Information supplied:
**********

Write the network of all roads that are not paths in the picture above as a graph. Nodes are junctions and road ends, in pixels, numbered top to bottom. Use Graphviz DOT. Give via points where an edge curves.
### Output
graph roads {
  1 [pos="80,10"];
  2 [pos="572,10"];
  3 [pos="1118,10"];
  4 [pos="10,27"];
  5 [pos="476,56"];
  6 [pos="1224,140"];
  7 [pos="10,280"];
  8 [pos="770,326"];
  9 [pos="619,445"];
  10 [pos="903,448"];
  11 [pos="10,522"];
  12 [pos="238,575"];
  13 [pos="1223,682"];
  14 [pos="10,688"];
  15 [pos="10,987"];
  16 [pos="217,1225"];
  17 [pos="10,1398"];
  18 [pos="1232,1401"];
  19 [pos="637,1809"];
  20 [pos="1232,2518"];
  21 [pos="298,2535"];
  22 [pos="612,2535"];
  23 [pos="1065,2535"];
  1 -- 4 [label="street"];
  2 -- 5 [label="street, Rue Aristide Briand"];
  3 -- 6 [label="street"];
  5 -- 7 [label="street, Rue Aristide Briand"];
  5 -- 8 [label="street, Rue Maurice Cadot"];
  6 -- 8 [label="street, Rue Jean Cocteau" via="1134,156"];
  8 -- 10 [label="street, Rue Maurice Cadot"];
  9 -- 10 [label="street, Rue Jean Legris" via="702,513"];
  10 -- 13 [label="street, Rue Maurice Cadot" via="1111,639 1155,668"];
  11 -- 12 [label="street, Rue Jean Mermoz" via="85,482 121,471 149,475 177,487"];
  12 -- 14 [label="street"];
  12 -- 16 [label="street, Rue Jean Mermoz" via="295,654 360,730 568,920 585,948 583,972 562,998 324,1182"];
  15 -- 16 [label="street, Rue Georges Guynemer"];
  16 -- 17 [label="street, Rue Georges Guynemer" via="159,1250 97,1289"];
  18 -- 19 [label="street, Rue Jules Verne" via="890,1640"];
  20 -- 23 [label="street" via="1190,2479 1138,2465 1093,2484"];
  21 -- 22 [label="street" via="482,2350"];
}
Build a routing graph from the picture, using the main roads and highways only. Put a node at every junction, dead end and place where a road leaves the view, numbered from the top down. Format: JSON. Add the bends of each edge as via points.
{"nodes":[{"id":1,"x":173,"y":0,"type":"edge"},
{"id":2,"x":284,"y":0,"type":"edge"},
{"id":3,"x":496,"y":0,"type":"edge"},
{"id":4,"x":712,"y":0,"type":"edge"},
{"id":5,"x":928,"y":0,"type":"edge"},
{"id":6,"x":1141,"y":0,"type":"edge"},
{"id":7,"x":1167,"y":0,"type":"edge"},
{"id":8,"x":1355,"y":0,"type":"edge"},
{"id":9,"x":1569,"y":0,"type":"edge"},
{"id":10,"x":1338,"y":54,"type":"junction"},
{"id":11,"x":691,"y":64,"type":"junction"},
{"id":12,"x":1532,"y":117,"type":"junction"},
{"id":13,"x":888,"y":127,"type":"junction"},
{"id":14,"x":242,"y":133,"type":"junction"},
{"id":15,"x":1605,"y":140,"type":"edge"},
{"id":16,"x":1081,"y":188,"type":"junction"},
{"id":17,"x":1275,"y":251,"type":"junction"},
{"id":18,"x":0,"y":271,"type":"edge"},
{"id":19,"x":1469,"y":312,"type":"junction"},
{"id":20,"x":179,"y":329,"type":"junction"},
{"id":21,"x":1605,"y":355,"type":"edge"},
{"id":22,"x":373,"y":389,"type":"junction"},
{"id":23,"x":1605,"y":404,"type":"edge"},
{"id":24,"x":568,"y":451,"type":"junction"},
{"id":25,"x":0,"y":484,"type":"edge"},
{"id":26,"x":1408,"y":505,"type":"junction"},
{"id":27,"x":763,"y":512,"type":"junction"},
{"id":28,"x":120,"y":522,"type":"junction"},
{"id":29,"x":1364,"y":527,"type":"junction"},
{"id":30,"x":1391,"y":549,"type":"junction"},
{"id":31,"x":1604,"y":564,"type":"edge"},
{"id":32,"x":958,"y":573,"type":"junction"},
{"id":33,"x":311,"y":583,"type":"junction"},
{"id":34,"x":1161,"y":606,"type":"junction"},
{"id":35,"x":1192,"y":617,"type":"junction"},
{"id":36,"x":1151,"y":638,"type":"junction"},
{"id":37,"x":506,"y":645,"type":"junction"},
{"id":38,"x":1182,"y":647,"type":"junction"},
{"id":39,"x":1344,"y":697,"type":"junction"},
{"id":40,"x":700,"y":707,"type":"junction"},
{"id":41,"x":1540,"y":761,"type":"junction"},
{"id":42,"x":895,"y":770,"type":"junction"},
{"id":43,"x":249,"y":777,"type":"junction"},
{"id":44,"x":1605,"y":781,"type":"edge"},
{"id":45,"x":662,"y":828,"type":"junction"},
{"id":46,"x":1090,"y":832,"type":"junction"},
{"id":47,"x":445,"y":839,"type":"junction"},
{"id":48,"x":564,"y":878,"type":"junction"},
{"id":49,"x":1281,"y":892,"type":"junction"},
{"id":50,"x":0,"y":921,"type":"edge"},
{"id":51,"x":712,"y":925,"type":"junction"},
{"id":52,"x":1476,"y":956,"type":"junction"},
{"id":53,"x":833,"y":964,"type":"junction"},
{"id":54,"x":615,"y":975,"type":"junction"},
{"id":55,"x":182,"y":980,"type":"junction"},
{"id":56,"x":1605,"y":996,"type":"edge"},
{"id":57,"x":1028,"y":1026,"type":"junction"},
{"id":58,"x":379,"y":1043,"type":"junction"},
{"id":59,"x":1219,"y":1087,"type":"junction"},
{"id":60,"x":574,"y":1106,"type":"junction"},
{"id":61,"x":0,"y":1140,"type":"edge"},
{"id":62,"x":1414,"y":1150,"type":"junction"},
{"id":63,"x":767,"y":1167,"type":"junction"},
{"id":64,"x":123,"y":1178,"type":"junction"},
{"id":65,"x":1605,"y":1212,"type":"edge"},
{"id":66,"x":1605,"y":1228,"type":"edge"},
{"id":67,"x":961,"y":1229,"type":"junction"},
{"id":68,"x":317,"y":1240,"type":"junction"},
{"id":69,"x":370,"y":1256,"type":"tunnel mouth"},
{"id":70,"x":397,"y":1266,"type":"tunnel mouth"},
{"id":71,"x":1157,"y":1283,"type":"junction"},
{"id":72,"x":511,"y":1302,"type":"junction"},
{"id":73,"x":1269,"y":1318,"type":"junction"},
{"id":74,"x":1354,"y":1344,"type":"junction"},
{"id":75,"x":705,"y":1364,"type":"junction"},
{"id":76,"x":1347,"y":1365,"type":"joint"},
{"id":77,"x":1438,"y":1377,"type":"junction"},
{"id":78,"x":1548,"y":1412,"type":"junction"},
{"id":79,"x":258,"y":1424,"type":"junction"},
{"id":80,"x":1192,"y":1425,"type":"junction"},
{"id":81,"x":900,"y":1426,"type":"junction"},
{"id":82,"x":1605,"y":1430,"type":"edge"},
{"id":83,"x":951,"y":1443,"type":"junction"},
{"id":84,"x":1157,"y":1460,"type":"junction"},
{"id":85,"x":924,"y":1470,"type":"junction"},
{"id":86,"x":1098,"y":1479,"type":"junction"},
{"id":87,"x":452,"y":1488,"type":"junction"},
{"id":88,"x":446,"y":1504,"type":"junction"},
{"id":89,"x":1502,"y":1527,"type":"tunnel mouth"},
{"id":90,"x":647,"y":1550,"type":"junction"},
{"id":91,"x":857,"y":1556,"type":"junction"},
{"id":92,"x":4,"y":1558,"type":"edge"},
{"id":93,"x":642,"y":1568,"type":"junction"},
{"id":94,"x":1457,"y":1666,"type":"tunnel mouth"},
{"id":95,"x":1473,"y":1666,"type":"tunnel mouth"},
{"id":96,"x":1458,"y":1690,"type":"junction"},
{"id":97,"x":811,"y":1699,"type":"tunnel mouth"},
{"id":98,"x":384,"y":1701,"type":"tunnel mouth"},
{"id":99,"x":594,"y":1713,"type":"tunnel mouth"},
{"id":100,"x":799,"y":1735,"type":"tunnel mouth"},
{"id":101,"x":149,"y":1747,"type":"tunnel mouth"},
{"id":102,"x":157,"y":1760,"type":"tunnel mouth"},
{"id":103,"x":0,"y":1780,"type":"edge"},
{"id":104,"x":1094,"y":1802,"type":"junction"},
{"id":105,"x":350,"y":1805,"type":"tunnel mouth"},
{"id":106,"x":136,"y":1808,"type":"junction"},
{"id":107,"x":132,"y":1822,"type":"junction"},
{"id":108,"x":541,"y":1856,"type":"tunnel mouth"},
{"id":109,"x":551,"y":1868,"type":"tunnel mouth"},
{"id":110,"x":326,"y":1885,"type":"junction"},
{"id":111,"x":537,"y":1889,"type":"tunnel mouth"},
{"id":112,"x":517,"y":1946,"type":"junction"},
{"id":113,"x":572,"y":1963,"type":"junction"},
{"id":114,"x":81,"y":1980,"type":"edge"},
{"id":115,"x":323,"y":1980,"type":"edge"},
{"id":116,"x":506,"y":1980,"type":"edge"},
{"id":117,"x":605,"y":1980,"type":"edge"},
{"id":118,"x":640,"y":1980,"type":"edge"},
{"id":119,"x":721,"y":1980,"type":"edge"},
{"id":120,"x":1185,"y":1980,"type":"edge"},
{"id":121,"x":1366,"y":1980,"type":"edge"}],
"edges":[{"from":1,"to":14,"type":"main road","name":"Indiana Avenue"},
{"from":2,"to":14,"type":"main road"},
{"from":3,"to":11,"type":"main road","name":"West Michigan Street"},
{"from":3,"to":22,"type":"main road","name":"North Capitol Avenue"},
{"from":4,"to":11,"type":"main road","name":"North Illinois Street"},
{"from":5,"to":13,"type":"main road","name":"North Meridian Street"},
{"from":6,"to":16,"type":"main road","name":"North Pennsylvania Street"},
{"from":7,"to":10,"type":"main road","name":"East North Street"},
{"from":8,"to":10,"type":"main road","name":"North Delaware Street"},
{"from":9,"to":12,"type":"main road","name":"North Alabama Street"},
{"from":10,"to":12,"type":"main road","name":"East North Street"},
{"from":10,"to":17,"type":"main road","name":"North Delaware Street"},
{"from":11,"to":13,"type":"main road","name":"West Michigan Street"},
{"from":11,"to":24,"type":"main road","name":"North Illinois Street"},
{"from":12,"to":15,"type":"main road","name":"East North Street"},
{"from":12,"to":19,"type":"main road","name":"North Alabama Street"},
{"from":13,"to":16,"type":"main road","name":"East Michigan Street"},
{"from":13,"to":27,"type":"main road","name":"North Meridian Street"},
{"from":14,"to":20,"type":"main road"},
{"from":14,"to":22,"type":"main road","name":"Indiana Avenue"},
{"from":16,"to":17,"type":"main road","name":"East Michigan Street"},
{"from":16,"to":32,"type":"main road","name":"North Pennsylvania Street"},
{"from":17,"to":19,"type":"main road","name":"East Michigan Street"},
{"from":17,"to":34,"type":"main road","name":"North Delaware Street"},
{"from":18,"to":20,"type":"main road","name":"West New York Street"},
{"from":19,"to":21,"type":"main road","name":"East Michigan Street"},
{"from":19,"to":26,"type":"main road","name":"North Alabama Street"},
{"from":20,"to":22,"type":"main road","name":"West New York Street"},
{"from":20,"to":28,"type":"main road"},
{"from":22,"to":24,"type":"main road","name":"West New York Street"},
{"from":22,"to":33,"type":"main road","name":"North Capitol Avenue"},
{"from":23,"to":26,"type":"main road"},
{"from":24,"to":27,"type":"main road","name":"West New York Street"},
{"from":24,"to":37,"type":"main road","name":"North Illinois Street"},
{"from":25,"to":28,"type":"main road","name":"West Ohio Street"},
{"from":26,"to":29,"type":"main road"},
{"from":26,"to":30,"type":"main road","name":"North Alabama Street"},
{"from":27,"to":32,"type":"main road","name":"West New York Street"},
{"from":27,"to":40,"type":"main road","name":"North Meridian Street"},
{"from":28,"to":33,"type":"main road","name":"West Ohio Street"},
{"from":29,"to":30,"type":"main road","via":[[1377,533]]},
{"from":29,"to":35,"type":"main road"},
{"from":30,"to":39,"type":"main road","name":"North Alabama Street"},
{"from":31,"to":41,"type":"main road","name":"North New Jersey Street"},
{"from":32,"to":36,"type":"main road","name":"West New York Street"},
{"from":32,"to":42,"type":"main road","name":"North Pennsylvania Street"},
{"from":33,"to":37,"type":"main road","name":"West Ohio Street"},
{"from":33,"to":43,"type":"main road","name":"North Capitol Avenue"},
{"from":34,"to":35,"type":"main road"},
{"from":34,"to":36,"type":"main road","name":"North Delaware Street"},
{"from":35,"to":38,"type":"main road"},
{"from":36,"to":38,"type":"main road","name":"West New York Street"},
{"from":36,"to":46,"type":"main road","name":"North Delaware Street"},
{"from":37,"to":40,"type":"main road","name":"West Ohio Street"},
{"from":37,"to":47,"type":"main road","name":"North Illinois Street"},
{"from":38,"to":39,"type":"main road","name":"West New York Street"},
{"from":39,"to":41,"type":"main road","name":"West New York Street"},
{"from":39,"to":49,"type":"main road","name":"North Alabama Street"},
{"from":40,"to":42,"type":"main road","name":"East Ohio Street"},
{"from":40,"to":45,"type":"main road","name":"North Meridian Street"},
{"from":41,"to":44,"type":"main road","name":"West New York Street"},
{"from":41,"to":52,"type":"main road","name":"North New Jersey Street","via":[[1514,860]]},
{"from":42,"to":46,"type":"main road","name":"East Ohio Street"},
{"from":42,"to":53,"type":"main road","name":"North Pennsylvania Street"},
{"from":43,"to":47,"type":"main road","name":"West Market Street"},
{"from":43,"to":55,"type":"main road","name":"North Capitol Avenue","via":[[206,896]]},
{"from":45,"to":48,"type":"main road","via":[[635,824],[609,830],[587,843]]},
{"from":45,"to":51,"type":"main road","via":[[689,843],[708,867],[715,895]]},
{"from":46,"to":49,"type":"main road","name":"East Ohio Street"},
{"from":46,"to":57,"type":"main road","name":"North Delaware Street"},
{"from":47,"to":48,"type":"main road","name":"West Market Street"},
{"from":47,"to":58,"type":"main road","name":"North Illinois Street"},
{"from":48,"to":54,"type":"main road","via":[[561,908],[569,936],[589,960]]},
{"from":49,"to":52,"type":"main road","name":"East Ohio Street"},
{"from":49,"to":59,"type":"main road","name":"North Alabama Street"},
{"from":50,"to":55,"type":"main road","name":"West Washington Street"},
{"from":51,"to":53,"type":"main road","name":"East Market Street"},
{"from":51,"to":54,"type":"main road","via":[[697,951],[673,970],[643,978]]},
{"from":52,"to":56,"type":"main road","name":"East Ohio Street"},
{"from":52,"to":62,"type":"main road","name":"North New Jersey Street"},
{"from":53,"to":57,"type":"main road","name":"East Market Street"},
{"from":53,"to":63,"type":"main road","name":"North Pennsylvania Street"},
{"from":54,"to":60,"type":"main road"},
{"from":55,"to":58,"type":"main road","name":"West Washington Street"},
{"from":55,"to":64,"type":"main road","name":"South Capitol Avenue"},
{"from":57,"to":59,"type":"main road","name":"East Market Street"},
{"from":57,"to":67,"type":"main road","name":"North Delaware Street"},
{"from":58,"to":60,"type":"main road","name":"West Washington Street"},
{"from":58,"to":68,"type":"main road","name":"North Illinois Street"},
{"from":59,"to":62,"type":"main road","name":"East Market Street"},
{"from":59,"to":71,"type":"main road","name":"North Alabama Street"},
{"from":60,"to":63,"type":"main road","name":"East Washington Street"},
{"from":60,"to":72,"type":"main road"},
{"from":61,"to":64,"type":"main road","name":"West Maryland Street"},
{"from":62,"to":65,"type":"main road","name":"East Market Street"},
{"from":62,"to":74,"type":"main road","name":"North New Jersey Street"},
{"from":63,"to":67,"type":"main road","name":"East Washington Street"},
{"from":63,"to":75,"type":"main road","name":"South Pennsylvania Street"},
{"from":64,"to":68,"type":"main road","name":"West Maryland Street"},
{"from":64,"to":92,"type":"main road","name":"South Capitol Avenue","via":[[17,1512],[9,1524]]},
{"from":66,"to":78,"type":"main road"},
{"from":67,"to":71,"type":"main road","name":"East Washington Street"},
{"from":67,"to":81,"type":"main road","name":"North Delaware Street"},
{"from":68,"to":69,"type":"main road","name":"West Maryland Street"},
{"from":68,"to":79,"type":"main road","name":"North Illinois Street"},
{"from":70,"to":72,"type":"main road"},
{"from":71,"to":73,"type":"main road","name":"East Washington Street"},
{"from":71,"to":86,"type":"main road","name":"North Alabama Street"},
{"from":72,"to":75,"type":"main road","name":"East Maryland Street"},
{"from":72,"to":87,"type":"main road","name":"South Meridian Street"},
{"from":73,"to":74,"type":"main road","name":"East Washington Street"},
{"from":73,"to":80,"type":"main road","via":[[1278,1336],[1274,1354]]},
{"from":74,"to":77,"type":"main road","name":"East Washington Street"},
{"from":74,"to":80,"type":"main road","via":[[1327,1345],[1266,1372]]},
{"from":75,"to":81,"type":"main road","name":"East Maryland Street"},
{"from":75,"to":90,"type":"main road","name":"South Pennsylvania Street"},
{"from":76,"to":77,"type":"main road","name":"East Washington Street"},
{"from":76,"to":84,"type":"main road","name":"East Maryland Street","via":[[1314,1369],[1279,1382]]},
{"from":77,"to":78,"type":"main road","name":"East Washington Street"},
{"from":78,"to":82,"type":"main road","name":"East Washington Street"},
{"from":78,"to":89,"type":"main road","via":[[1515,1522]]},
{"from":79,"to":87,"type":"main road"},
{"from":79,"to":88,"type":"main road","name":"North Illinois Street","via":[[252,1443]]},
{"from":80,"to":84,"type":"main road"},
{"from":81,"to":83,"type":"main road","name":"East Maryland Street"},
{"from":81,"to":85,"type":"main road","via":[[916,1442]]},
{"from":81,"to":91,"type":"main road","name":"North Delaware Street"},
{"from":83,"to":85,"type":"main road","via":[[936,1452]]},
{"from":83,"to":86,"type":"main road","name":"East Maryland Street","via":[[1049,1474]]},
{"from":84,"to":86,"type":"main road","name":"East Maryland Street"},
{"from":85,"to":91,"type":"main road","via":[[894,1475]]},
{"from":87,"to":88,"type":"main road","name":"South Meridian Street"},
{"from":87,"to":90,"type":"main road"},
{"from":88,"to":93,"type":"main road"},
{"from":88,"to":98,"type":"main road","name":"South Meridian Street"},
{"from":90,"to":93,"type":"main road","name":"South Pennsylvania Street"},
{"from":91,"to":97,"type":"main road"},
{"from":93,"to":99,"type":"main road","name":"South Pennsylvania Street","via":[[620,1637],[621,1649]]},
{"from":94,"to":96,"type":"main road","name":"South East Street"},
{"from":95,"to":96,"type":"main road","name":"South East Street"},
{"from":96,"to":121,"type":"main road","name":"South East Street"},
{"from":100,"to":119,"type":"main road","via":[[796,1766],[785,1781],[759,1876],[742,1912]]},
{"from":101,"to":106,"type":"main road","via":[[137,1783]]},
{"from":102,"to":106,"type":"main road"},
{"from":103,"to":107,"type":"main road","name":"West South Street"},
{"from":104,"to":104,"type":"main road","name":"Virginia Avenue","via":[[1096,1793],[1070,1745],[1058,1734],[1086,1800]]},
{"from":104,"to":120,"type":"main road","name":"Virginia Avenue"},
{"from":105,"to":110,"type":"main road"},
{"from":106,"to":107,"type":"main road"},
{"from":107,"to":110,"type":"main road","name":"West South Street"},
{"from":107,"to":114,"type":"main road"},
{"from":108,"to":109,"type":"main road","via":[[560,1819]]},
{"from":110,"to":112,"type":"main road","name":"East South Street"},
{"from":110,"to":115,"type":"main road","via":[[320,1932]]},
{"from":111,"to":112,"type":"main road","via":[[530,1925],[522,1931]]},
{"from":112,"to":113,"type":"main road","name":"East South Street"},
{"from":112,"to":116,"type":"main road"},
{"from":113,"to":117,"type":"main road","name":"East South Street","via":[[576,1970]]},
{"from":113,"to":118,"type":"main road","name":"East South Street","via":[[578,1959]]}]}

**********

What you have to do: Show every line in the entries where the string "Ohio" occurs.

Exercise result:
{"from":25,"to":28,"type":"main road","name":"West Ohio Street"},
{"from":28,"to":33,"type":"main road","name":"West Ohio Street"},
{"from":33,"to":37,"type":"main road","name":"West Ohio Street"},
{"from":37,"to":40,"type":"main road","name":"West Ohio Street"},
{"from":40,"to":42,"type":"main road","name":"East Ohio Street"},
{"from":42,"to":46,"type":"main road","name":"East Ohio Street"},
{"from":46,"to":49,"type":"main road","name":"East Ohio Street"},
{"from":49,"to":52,"type":"main road","name":"East Ohio Street"},
{"from":52,"to":56,"type":"main road","name":"East Ohio Street"},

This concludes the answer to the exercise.